On July 10, 2018, the Company entered into a one year Unsecured Promissory Note in the principal amount of $50,000, with an interest rate of 30% per annum. Five monthly progress payments of $5,000 was due beginning on August 10, 2018. The Company made a payment of $5,000 on November 19, 2018 and December 3, 2018. The Company did not make the progress payments due on October, November and December 10, 2018. As such, this Promissory Note is in default. However, the Holder of the Promissory Note has not declared a default.

 

On March 26, 2019, the Company entered into an unsecured promissory note for net proceeds of $22,515 The note accrues interest at 149% per annum; requires daily repayments of $170 for 248 days and is guaranteed by an officer of the Company.

 

To date, our operations have not generated any profits.  We have funded our operating to date through the sales of common stock and issuance of notes payable and convertible notes payable.  Our ability to continue as a going concern is dependent upon use raising sufficient debt or equity capital to sustain operations until such time as we can generate a profit from our operations.    We are currently working with investors to provide us with the necessary funding, but there can be no assurances we will obtain such funding in the future.  Failure to obtain this additional financing will have a material negative impact on our ability to generate profits in the future.  We anticipate sales will increase during 2019.   As such, our anticipated cash needs to fund operations and pay our notes for the next 12 months is approximately $500,000.

 

Inflation

 

Although our operations are influenced by general economic conditions, we do not believe that inflation had a material effect on our results of operations during the six months ended June 30, 2019.

 

Critical Accounting Estimates

 

The discussion and analysis of our financial condition and results of operations are based upon our financial statements, which have been prepared in accordance with accounting principles generally accepted in the United States. The preparation of these financial statements requires us to make estimates and judgments that affect the amounts of assets, liabilities, revenues and expenses, and related disclosure of contingent assets and liabilities. On an on-going basis, we evaluate our estimates based on historical experience and on various other assumptions that are believed to be reasonable under the circumstances, the results of which form the basis for making judgments about the carrying values of assets and liabilities that are not readily apparent from other sources.
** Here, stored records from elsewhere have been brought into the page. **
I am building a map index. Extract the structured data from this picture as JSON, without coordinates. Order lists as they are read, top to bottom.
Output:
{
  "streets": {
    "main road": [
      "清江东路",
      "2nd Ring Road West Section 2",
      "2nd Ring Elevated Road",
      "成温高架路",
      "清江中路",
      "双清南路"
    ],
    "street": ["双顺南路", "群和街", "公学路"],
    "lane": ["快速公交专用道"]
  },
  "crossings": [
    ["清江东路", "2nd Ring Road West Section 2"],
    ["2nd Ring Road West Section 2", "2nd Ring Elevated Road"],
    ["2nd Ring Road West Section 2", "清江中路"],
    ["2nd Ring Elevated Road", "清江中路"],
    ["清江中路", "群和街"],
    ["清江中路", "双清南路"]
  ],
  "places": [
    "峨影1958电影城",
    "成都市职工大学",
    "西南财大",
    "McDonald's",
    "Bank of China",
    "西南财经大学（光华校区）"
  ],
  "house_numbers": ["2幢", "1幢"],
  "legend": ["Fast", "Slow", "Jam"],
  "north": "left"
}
Actual results may differ from these estimates under different assumptions or conditions. The following represents a summary of our critical accounting policies, defined as those policies that we believe are the most important to the portrayal of our financial condition and results of operations and that require management's most difficult, subjective or complex judgments, often as a result of the need to make estimates about the effects of matters that are inherently uncertain.

 

Use of Estimates

 

The preparation of financial statements in conformity with generally accepted accounting principles requires management to make estimates and assumptions. These estimates and assumptions affect the reported amounts of assets and liabilities and disclosure of contingent assets and liabilities at the date of the financial statements and the reported amounts of revenues and expenses during the reporting period. Actual results could differ from those estimates. It is possible that accounting estimates and assumptions may be material to the Company due to the levels of subjectivity and judgment involved.

 

Accounts Receivable

 

The Company grants credit to customers under credit terms that it believes are customary in the industry and does not require collateral to support customer receivables. The Company currently does not provide an allowance for doubtful collections, which is based upon a review of outstanding receivables, historical collection information, and existing economic conditions. Normal receivable terms vary from 30-90 days after the issuance of the invoice and typically would be considered past due when the term expires. Delinquent receivables are written off based on individual credit evaluation and specific circumstances of the customer.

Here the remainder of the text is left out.